[Required work] In the records that follow, find each line with the word "their" and copy it.

[Dataset]
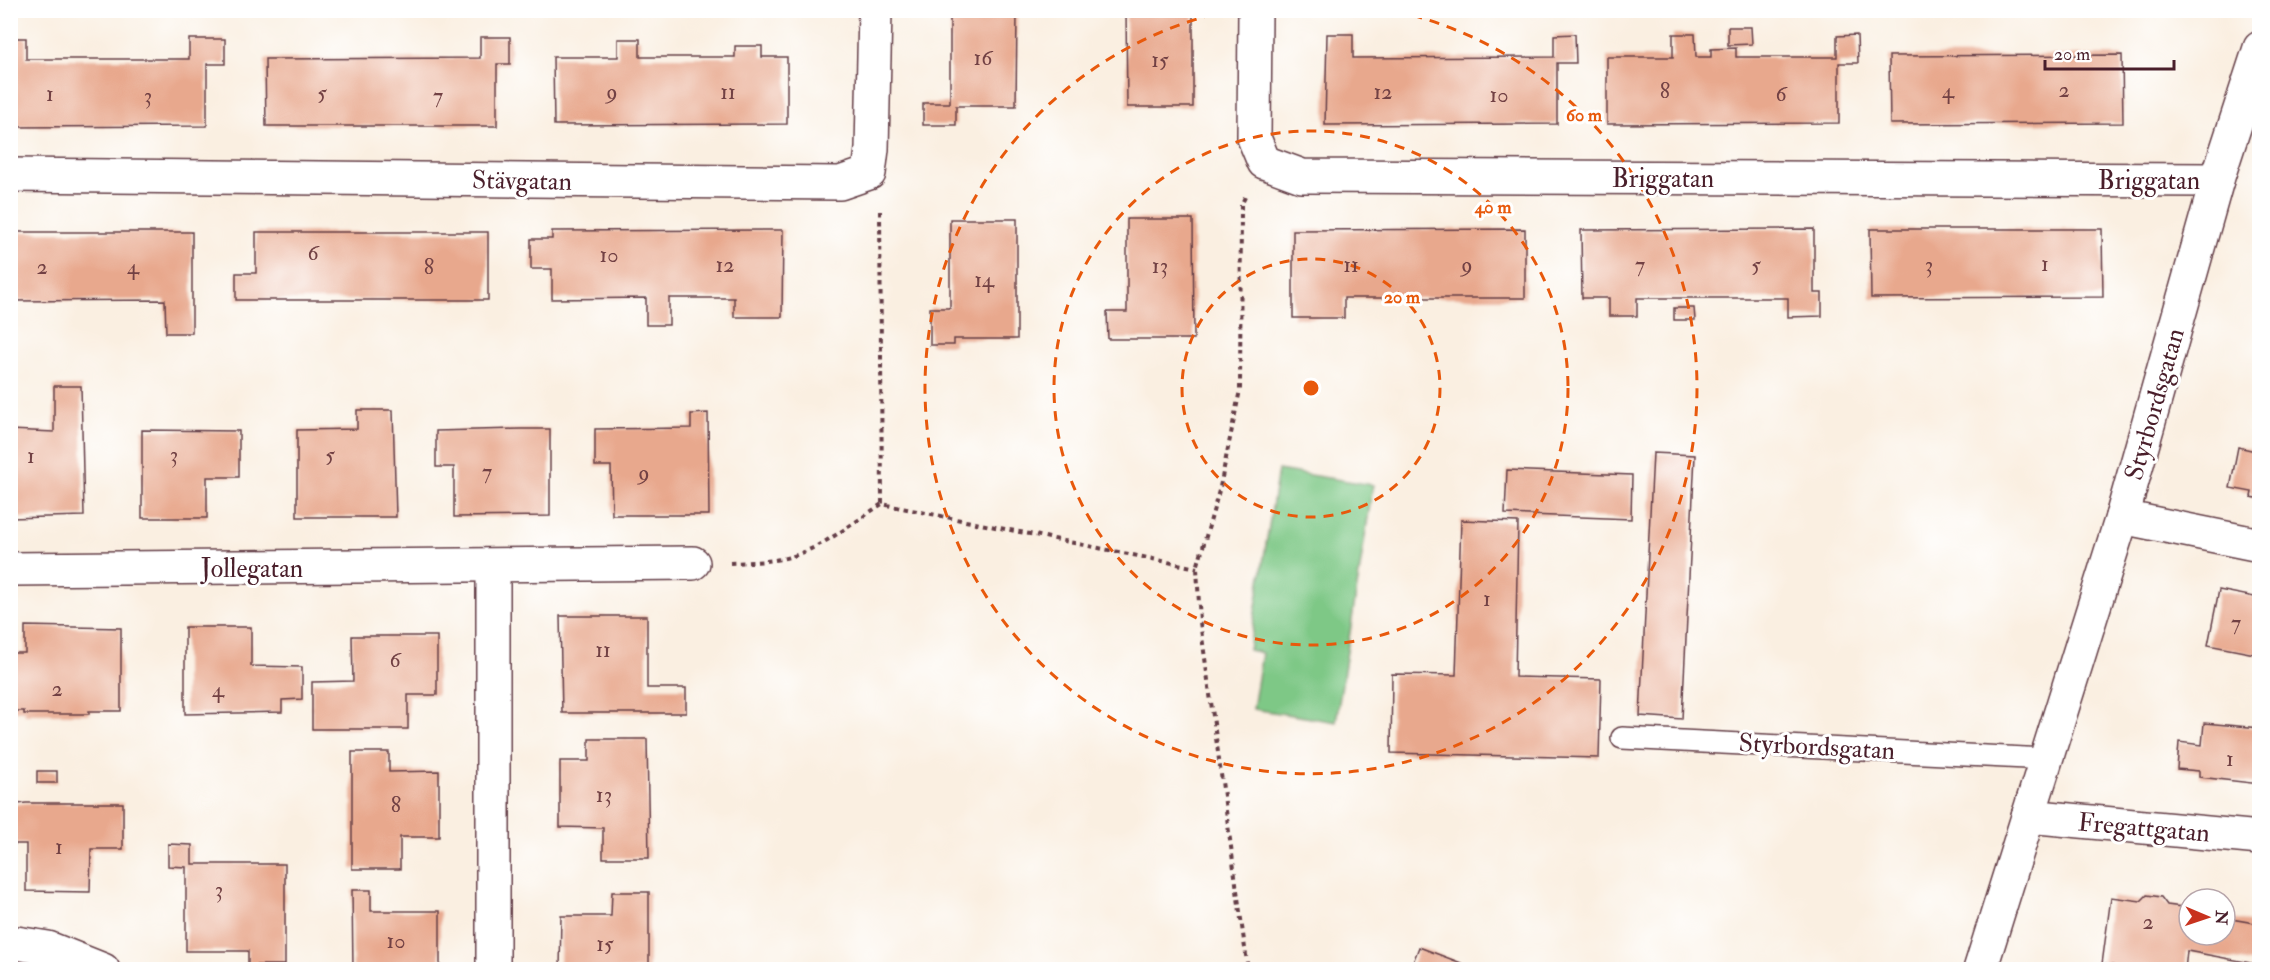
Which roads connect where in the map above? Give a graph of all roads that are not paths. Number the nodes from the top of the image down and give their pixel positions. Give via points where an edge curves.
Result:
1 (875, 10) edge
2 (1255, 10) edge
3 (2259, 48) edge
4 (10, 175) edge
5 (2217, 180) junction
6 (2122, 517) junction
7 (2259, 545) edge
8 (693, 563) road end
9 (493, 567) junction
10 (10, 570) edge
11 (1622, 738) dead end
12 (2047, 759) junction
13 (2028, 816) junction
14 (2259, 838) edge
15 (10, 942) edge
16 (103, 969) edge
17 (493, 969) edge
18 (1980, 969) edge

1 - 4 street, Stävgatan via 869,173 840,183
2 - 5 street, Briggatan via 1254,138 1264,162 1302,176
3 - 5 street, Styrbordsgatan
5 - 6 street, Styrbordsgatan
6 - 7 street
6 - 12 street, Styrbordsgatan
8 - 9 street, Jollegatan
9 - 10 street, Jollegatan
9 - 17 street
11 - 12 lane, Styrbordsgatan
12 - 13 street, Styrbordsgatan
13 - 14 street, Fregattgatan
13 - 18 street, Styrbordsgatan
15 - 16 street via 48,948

==

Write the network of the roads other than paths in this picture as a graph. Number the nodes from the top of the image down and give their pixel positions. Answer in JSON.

==

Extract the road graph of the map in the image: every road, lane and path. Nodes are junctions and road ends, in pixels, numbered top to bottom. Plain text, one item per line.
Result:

[Result]
Which roads connect where in the map above? Give a graph of all roads that are not paths. Number the nodes from the top of the image down and give their pixel positions. Give via points where an edge curves.
Write the network of the roads other than paths in this picture as a graph. Number the nodes from the top of the image down and give their pixel positions. Answer in JSON.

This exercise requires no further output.